» **Problem statement**:
When a line in the records contains the string "using", copy that line.

Data provided: Begin

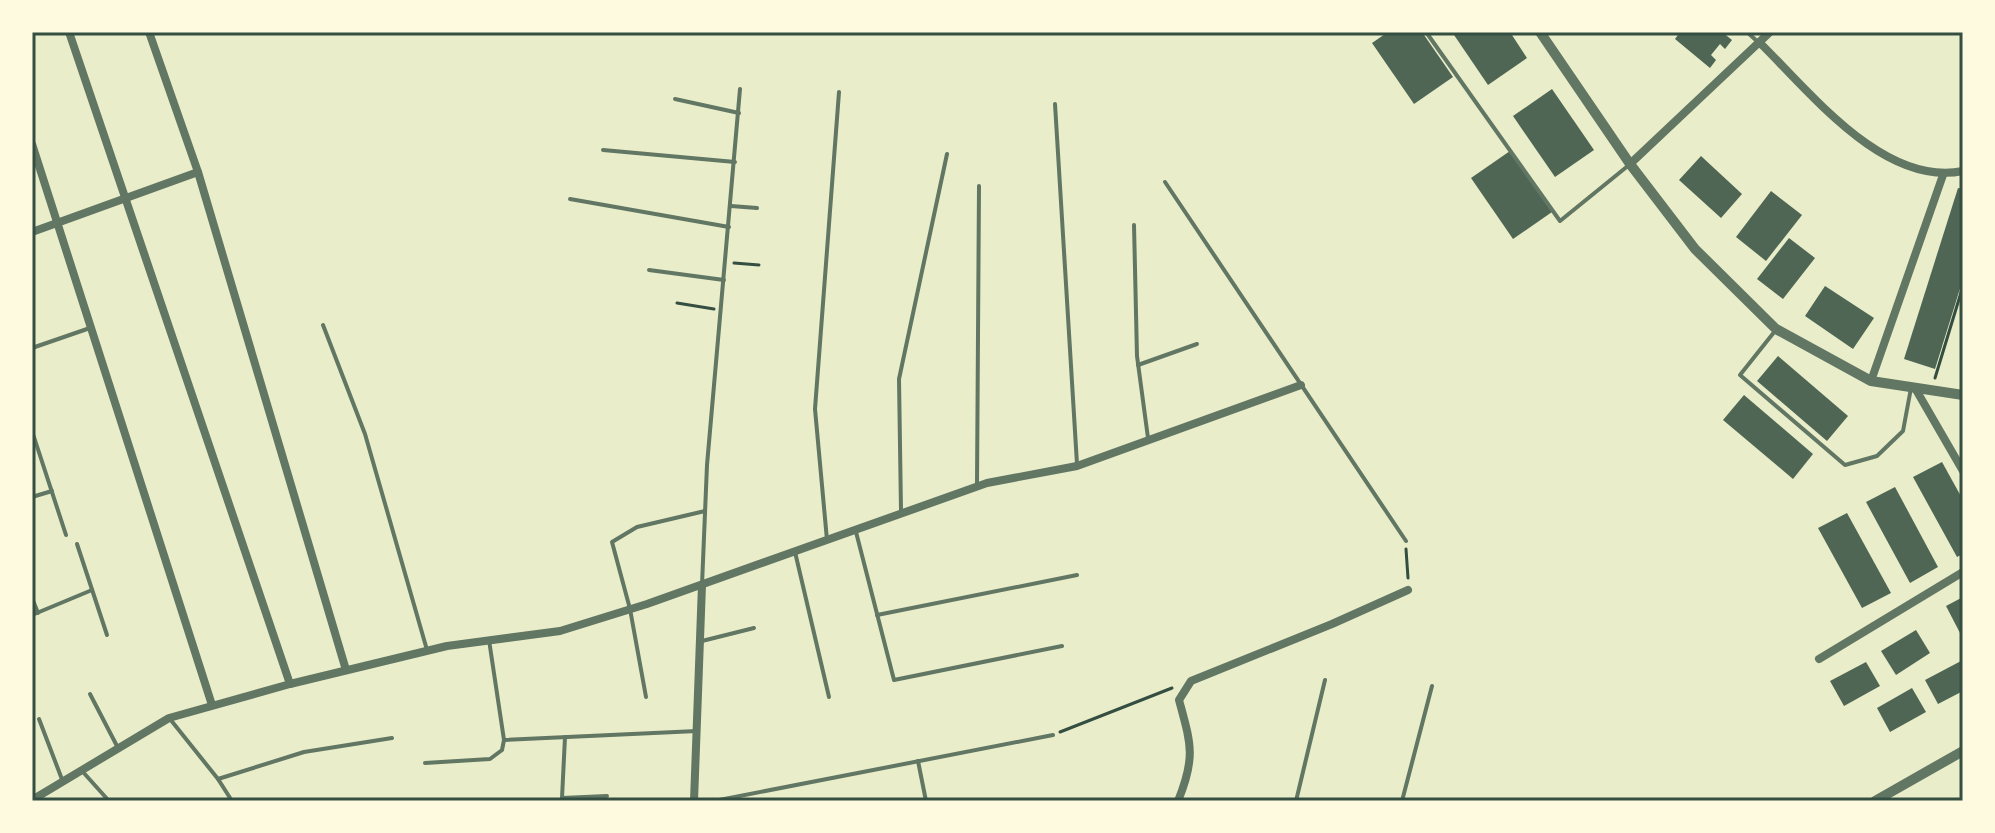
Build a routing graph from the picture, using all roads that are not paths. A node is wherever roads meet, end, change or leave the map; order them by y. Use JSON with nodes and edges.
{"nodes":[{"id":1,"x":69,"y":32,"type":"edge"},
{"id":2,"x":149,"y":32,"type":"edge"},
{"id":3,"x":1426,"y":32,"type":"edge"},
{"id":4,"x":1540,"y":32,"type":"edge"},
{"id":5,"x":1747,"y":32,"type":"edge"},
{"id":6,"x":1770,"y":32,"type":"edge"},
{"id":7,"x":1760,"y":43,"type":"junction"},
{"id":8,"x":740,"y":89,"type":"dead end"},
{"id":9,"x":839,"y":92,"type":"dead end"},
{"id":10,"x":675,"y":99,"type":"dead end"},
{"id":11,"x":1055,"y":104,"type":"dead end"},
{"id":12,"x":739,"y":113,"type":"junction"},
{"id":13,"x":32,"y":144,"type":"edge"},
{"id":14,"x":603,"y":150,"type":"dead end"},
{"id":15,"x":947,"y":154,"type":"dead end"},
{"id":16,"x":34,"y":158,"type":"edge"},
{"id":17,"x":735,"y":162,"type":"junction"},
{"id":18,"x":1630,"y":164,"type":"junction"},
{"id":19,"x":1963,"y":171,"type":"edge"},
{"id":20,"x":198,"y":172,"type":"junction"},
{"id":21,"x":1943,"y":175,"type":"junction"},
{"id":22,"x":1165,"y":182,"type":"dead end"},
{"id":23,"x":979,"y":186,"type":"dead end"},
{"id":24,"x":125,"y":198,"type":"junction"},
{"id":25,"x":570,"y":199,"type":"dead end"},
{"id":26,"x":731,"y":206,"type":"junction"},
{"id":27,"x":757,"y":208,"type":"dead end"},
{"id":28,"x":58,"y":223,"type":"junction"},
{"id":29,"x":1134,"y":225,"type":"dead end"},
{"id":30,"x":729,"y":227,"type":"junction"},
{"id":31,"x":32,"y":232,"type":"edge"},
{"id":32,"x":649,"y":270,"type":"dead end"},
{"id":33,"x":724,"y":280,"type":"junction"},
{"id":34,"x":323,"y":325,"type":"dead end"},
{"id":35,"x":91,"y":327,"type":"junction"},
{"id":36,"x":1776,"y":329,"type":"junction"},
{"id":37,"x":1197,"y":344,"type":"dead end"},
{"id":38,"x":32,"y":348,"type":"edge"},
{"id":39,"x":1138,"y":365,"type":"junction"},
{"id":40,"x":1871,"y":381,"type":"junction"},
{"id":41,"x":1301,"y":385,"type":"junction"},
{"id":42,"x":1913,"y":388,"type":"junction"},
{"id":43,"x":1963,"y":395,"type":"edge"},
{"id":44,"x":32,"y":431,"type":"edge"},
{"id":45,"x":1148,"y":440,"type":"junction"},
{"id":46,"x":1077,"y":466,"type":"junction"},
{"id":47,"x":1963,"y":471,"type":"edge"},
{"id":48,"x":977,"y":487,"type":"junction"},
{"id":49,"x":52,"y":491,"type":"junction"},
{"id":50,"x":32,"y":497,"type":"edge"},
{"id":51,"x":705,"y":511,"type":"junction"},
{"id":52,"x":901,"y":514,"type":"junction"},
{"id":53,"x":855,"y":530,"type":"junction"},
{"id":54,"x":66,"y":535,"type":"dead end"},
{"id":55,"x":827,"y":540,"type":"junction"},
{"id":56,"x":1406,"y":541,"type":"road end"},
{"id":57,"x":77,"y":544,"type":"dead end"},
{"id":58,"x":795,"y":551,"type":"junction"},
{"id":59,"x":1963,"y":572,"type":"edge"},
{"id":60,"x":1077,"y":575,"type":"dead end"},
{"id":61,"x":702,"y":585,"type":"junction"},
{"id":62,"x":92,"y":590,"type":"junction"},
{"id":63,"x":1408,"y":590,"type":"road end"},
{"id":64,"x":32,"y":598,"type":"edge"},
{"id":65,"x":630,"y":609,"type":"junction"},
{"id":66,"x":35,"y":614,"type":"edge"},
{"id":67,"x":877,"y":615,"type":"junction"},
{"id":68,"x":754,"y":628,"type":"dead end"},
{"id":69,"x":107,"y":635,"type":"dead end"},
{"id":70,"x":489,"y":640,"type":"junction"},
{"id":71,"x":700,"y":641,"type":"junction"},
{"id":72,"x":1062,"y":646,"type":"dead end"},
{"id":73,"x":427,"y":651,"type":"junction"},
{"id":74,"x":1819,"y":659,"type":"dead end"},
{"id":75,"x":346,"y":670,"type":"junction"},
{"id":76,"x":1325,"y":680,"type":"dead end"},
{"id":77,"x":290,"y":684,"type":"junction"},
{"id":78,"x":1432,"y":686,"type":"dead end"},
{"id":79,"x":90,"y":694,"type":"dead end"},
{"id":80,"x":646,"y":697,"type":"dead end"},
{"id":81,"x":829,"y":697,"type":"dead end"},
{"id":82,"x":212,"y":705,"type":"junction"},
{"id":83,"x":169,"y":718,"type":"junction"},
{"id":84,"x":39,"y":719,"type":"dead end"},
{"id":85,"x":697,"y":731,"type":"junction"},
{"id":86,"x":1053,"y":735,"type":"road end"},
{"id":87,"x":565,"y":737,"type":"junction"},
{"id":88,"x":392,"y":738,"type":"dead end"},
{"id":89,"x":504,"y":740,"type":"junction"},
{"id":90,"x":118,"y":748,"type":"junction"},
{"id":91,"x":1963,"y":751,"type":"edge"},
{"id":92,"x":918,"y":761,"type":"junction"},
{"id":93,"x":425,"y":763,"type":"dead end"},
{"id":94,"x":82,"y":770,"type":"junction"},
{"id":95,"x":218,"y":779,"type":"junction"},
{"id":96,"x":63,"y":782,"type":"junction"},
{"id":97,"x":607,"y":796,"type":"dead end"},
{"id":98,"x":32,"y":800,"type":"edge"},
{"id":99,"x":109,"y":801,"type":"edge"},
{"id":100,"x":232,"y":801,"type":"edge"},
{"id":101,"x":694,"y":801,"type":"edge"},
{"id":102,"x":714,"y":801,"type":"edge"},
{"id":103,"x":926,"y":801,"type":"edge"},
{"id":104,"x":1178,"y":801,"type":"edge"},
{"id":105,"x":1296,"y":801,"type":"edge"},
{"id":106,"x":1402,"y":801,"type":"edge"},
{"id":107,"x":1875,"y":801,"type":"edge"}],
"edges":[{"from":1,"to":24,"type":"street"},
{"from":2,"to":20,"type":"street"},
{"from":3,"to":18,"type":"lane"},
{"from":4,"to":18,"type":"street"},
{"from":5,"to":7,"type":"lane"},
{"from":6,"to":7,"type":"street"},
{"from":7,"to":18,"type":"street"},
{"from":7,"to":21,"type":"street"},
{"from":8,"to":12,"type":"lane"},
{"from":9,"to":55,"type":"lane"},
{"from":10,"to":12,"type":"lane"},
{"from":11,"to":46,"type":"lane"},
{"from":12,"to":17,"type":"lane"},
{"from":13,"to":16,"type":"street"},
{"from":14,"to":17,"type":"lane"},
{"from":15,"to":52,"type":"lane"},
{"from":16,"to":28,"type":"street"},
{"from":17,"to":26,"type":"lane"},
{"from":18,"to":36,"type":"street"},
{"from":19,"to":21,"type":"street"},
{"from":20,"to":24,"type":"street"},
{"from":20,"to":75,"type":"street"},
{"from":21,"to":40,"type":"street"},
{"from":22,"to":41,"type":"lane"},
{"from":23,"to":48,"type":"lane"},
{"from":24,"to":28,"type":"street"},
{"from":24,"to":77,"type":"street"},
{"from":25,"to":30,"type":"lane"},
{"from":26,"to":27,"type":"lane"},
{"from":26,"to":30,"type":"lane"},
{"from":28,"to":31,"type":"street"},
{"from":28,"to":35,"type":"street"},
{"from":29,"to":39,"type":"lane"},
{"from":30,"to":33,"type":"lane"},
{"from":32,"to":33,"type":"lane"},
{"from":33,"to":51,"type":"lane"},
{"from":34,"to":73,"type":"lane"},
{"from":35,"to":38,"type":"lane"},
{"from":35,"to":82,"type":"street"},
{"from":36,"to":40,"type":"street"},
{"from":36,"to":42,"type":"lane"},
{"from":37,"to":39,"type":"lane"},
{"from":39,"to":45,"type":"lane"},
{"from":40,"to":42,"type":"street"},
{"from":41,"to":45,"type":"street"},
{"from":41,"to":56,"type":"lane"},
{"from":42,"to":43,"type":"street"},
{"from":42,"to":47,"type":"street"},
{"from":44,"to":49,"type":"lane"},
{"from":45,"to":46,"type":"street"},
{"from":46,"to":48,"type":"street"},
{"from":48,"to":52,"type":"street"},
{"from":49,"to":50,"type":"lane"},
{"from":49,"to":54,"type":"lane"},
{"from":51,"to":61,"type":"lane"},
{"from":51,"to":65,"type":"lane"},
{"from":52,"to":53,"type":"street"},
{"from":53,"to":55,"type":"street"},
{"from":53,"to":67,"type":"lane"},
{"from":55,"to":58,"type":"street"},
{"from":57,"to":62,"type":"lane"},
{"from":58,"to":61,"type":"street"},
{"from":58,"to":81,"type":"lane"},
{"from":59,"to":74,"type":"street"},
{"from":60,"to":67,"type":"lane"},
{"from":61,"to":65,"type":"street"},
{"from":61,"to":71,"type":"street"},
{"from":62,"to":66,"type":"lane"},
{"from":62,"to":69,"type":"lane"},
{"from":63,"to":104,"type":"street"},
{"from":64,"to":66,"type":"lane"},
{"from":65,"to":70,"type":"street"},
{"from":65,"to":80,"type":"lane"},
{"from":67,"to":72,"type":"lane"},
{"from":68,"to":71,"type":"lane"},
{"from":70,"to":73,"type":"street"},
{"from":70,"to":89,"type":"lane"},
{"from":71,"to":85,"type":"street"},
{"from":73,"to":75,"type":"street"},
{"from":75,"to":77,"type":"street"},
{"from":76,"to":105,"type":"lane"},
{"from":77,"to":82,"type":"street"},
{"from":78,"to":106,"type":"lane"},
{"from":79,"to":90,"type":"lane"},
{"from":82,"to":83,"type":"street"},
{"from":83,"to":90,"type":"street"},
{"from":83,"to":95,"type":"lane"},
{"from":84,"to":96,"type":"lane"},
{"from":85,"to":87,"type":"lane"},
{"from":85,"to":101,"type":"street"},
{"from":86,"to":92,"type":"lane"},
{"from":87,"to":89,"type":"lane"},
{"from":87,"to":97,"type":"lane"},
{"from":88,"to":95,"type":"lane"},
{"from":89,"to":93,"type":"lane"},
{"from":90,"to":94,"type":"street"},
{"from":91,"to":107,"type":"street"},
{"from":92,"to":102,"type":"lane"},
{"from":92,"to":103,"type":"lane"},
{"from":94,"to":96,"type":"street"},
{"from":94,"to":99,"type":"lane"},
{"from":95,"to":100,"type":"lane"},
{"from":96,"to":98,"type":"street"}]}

Data provided: End
Data provided: Begin

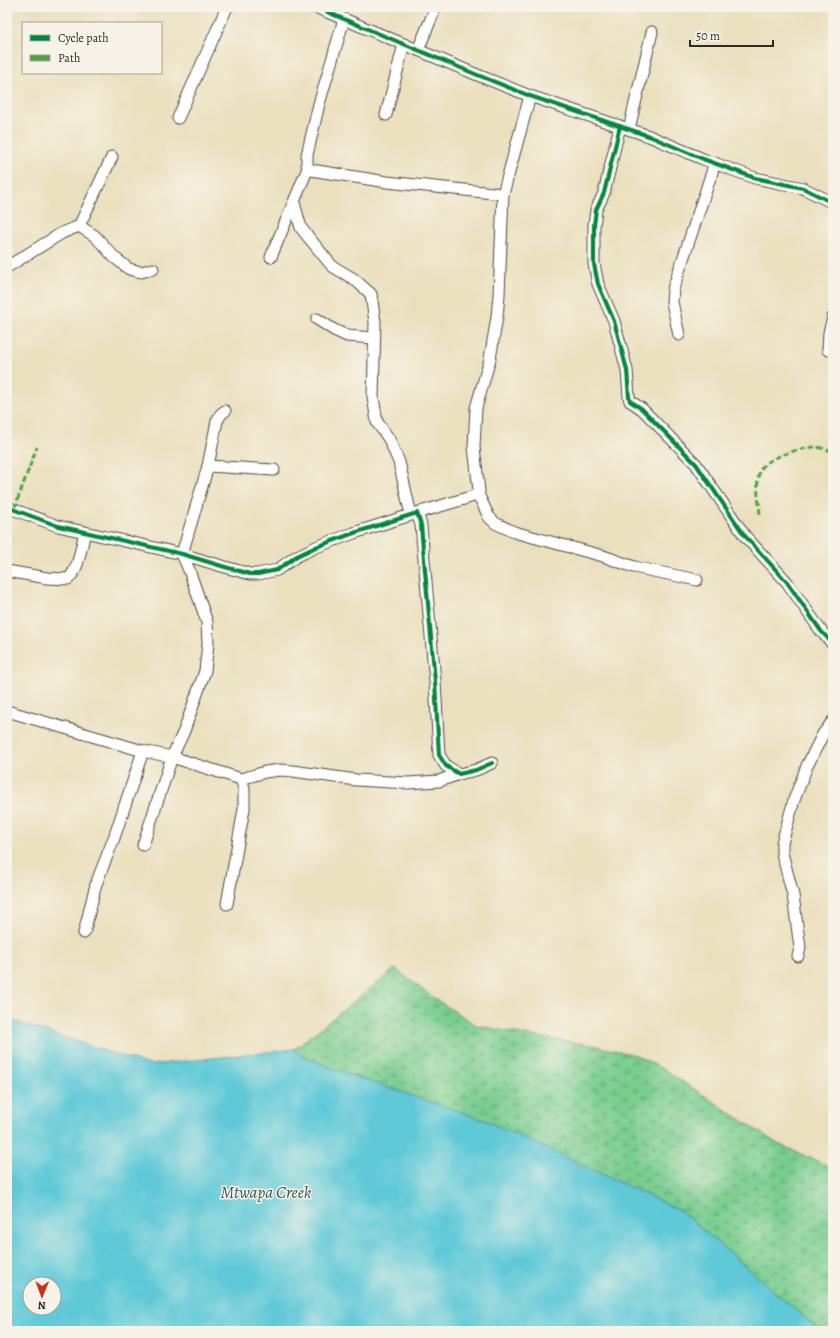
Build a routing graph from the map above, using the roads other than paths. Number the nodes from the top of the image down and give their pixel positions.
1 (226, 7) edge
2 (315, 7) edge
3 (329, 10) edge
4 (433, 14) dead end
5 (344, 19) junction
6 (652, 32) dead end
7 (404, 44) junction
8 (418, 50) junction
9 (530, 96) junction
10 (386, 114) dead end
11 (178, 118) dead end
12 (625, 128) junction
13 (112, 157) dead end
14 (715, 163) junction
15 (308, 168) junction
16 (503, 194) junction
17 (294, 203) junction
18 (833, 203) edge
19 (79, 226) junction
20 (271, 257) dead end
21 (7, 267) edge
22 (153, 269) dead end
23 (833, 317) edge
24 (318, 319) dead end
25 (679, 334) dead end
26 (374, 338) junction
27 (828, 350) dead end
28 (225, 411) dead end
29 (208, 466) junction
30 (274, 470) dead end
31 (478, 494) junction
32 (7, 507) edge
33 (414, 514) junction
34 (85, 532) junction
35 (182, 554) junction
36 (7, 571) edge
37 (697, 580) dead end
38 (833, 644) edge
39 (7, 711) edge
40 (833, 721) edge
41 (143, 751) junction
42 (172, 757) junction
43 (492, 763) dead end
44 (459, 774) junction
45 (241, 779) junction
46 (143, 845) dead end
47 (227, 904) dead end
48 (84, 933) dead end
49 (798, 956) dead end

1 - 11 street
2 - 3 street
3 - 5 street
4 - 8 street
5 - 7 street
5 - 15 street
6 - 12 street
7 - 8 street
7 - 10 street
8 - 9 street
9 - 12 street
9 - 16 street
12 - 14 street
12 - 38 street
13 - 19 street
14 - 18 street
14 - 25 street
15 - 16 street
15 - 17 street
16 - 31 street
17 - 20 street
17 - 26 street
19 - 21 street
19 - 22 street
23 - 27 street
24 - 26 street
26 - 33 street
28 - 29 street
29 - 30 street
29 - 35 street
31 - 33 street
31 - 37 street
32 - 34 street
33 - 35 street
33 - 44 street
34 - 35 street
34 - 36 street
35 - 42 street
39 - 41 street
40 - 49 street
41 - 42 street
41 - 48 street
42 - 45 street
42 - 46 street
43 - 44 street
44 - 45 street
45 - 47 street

Data provided: End

» **Exercise answer**:
Build a routing graph from the picture, using all roads that are not paths. A node is wherever roads meet, end, change or leave the map; order them by y. Use JSON with nodes and edges.
Build a routing graph from the map above, using the roads other than paths. Number the nodes from the top of the image down and give their pixel positions.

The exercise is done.